WHAT TO WORK ON » Repeat the listing exactly, minus the pictures.

'''

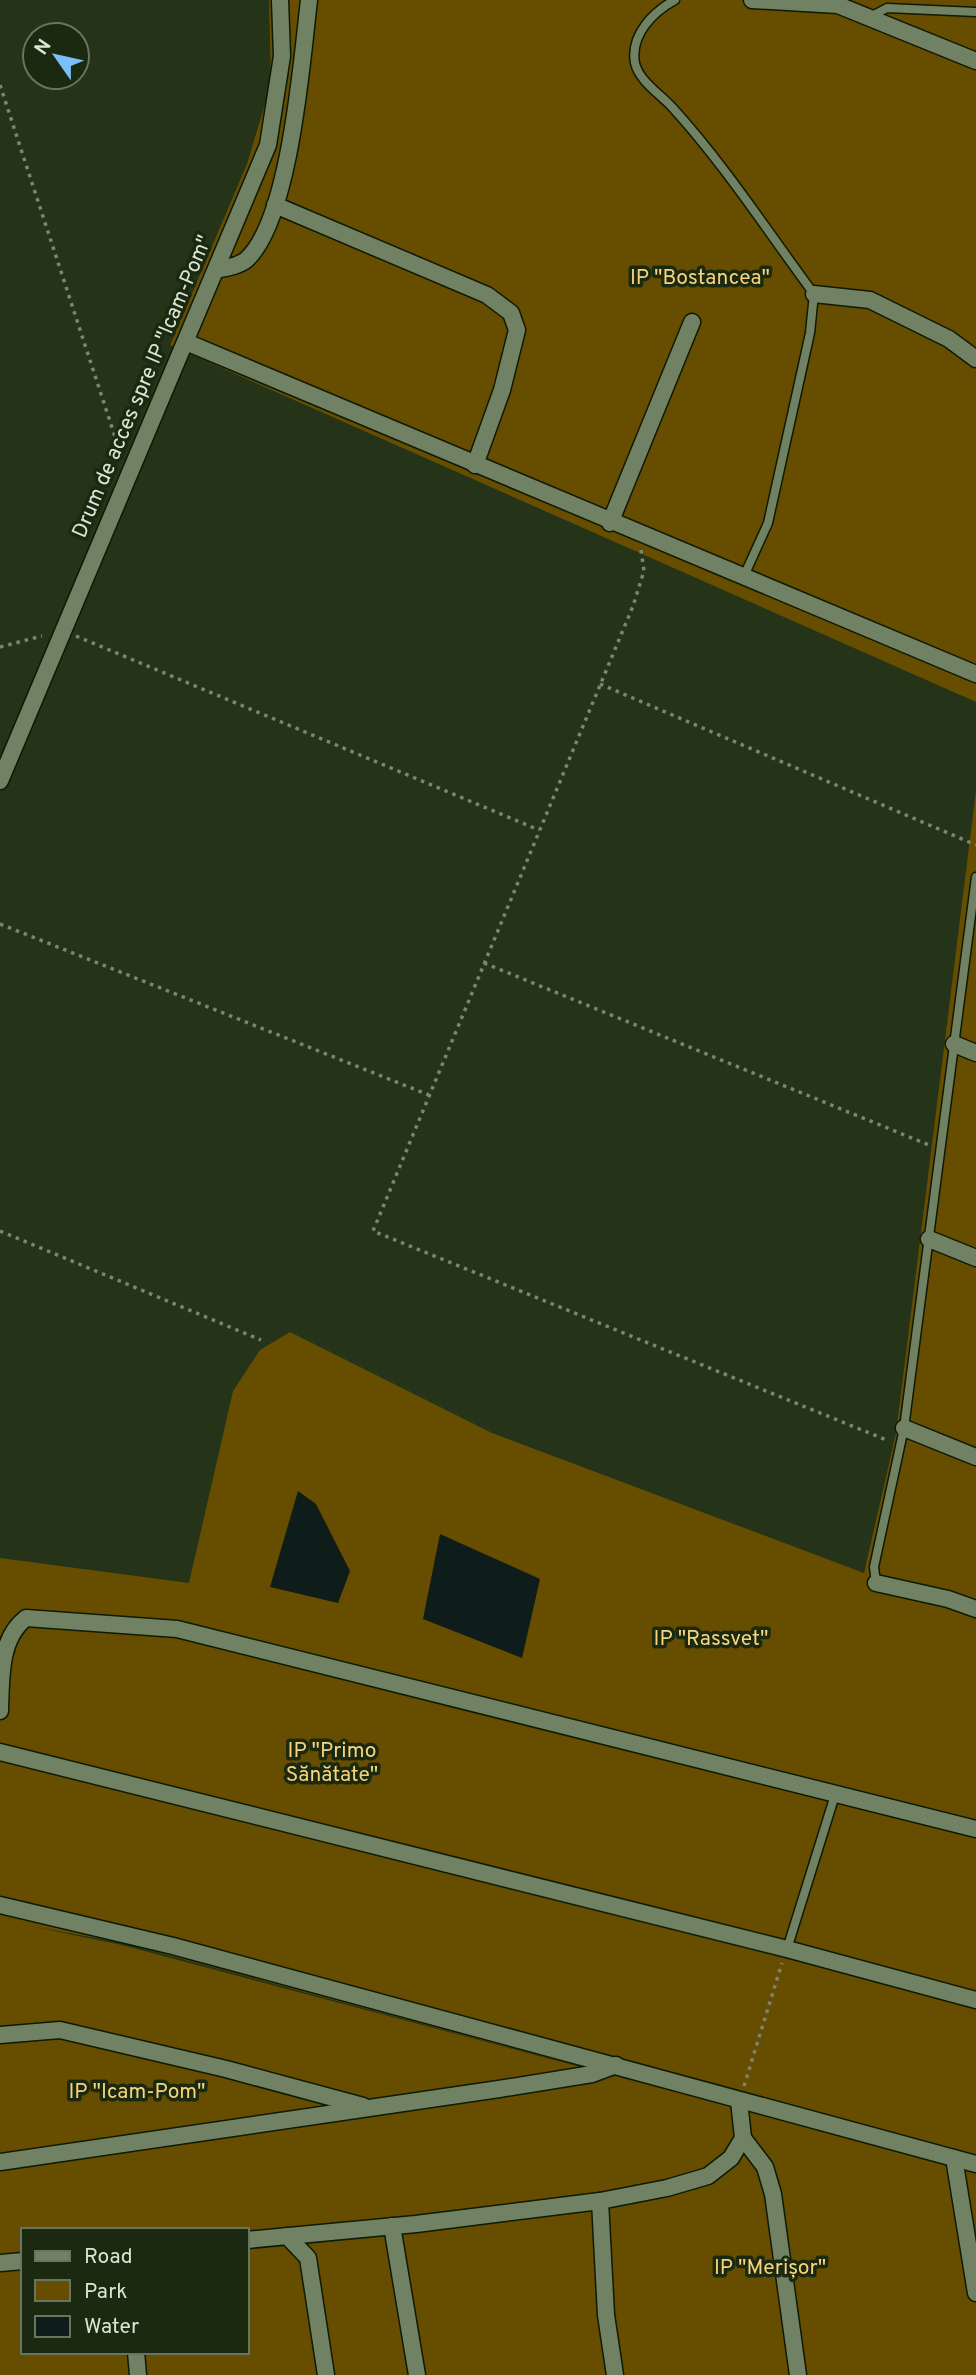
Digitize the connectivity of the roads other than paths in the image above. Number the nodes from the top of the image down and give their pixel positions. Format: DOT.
graph roads {
  1 [pos="280,0"];
  2 [pos="309,0"];
  3 [pos="675,0"];
  4 [pos="752,0"];
  5 [pos="976,12"];
  6 [pos="870,17"];
  7 [pos="976,61"];
  8 [pos="275,205"];
  9 [pos="216,270"];
  10 [pos="814,294"];
  11 [pos="692,322"];
  12 [pos="186,342"];
  13 [pos="976,359"];
  14 [pos="475,466"];
  15 [pos="610,523"];
  16 [pos="743,578"];
  17 [pos="976,674"];
  18 [pos="0,781"];
  19 [pos="976,877"];
  20 [pos="954,1044"];
  21 [pos="976,1053"];
  22 [pos="929,1240"];
  23 [pos="976,1258"];
  24 [pos="904,1428"];
  25 [pos="976,1457"];
  26 [pos="876,1583"];
  27 [pos="976,1609"];
  28 [pos="0,1711"];
  29 [pos="0,1752"];
  30 [pos="835,1795"];
  31 [pos="976,1829"];
  32 [pos="0,1905"];
  33 [pos="787,1949"];
  34 [pos="976,2000"];
  35 [pos="0,2035"];
  36 [pos="616,2065"];
  37 [pos="739,2101"];
  38 [pos="368,2107"];
  39 [pos="743,2138"];
  40 [pos="954,2158"];
  41 [pos="0,2162"];
  42 [pos="976,2164"];
  43 [pos="600,2201"];
  44 [pos="392,2226"];
  45 [pos="287,2236"];
  46 [pos="248,2240"];
  47 [pos="21,2261"];
  48 [pos="0,2263"];
  49 [pos="976,2292"];
  50 [pos="136,2354"];
  51 [pos="138,2375"];
  52 [pos="326,2375"];
  53 [pos="417,2375"];
  54 [pos="615,2375"];
  55 [pos="798,2375"];
  1 -- 9 [label="street, Drum de acces spre IP \"Icam-Pom\""];
  2 -- 8 [label="street"];
  3 -- 10 [label="lane"];
  4 -- 6 [label="street"];
  5 -- 6 [label="lane"];
  6 -- 7 [label="street"];
  8 -- 9 [label="street"];
  8 -- 14 [label="street"];
  9 -- 12 [label="street, Drum de acces spre IP \"Icam-Pom\""];
  10 -- 13 [label="street"];
  10 -- 16 [label="lane"];
  11 -- 15 [label="street"];
  12 -- 14 [label="street"];
  12 -- 18 [label="street, Drum de acces spre IP \"Icam-Pom\""];
  14 -- 15 [label="street"];
  15 -- 16 [label="street"];
  16 -- 17 [label="street"];
  19 -- 20 [label="lane"];
  20 -- 21 [label="street"];
  20 -- 22 [label="lane"];
  22 -- 23 [label="street"];
  22 -- 24 [label="lane"];
  24 -- 25 [label="street"];
  24 -- 26 [label="lane"];
  26 -- 27 [label="street"];
  28 -- 30 [label="street"];
  29 -- 33 [label="street"];
  30 -- 31 [label="street"];
  30 -- 33 [label="lane"];
  32 -- 36 [label="street"];
  33 -- 34 [label="street"];
  35 -- 38 [label="street"];
  36 -- 37 [label="street"];
  36 -- 38 [label="street"];
  37 -- 39 [label="street"];
  37 -- 40 [label="street"];
  38 -- 41 [label="street"];
  39 -- 43 [label="street"];
  39 -- 55 [label="street"];
  40 -- 42 [label="street"];
  40 -- 49 [label="street"];
  43 -- 44 [label="street"];
  43 -- 54 [label="street"];
  44 -- 45 [label="street"];
  44 -- 53 [label="street"];
  45 -- 46 [label="street"];
  45 -- 52 [label="street"];
  47 -- 48 [label="street"];
  50 -- 51 [label="street"];
}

'''

SOLUTION FOR THIS PROBLEM »
Digitize the connectivity of the roads other than paths in the image above. Number the nodes from the top of the image down and give their pixel positions. Format: DOT.
graph roads {
  1 [pos="280,0"];
  2 [pos="309,0"];
  3 [pos="675,0"];
  4 [pos="752,0"];
  5 [pos="976,12"];
  6 [pos="870,17"];
  7 [pos="976,61"];
  8 [pos="275,205"];
  9 [pos="216,270"];
  10 [pos="814,294"];
  11 [pos="692,322"];
  12 [pos="186,342"];
  13 [pos="976,359"];
  14 [pos="475,466"];
  15 [pos="610,523"];
  16 [pos="743,578"];
  17 [pos="976,674"];
  18 [pos="0,781"];
  19 [pos="976,877"];
  20 [pos="954,1044"];
  21 [pos="976,1053"];
  22 [pos="929,1240"];
  23 [pos="976,1258"];
  24 [pos="904,1428"];
  25 [pos="976,1457"];
  26 [pos="876,1583"];
  27 [pos="976,1609"];
  28 [pos="0,1711"];
  29 [pos="0,1752"];
  30 [pos="835,1795"];
  31 [pos="976,1829"];
  32 [pos="0,1905"];
  33 [pos="787,1949"];
  34 [pos="976,2000"];
  35 [pos="0,2035"];
  36 [pos="616,2065"];
  37 [pos="739,2101"];
  38 [pos="368,2107"];
  39 [pos="743,2138"];
  40 [pos="954,2158"];
  41 [pos="0,2162"];
  42 [pos="976,2164"];
  43 [pos="600,2201"];
  44 [pos="392,2226"];
  45 [pos="287,2236"];
  46 [pos="248,2240"];
  47 [pos="21,2261"];
  48 [pos="0,2263"];
  49 [pos="976,2292"];
  50 [pos="136,2354"];
  51 [pos="138,2375"];
  52 [pos="326,2375"];
  53 [pos="417,2375"];
  54 [pos="615,2375"];
  55 [pos="798,2375"];
  1 -- 9 [label="street, Drum de acces spre IP \"Icam-Pom\""];
  2 -- 8 [label="street"];
  3 -- 10 [label="lane"];
  4 -- 6 [label="street"];
  5 -- 6 [label="lane"];
  6 -- 7 [label="street"];
  8 -- 9 [label="street"];
  8 -- 14 [label="street"];
  9 -- 12 [label="street, Drum de acces spre IP \"Icam-Pom\""];
  10 -- 13 [label="street"];
  10 -- 16 [label="lane"];
  11 -- 15 [label="street"];
  12 -- 14 [label="street"];
  12 -- 18 [label="street, Drum de acces spre IP \"Icam-Pom\""];
  14 -- 15 [label="street"];
  15 -- 16 [label="street"];
  16 -- 17 [label="street"];
  19 -- 20 [label="lane"];
  20 -- 21 [label="street"];
  20 -- 22 [label="lane"];
  22 -- 23 [label="street"];
  22 -- 24 [label="lane"];
  24 -- 25 [label="street"];
  24 -- 26 [label="lane"];
  26 -- 27 [label="street"];
  28 -- 30 [label="street"];
  29 -- 33 [label="street"];
  30 -- 31 [label="street"];
  30 -- 33 [label="lane"];
  32 -- 36 [label="street"];
  33 -- 34 [label="street"];
  35 -- 38 [label="street"];
  36 -- 37 [label="street"];
  36 -- 38 [label="street"];
  37 -- 39 [label="street"];
  37 -- 40 [label="street"];
  38 -- 41 [label="street"];
  39 -- 43 [label="street"];
  39 -- 55 [label="street"];
  40 -- 42 [label="street"];
  40 -- 49 [label="street"];
  43 -- 44 [label="street"];
  43 -- 54 [label="street"];
  44 -- 45 [label="street"];
  44 -- 53 [label="street"];
  45 -- 46 [label="street"];
  45 -- 52 [label="street"];
  47 -- 48 [label="street"];
  50 -- 51 [label="street"];
}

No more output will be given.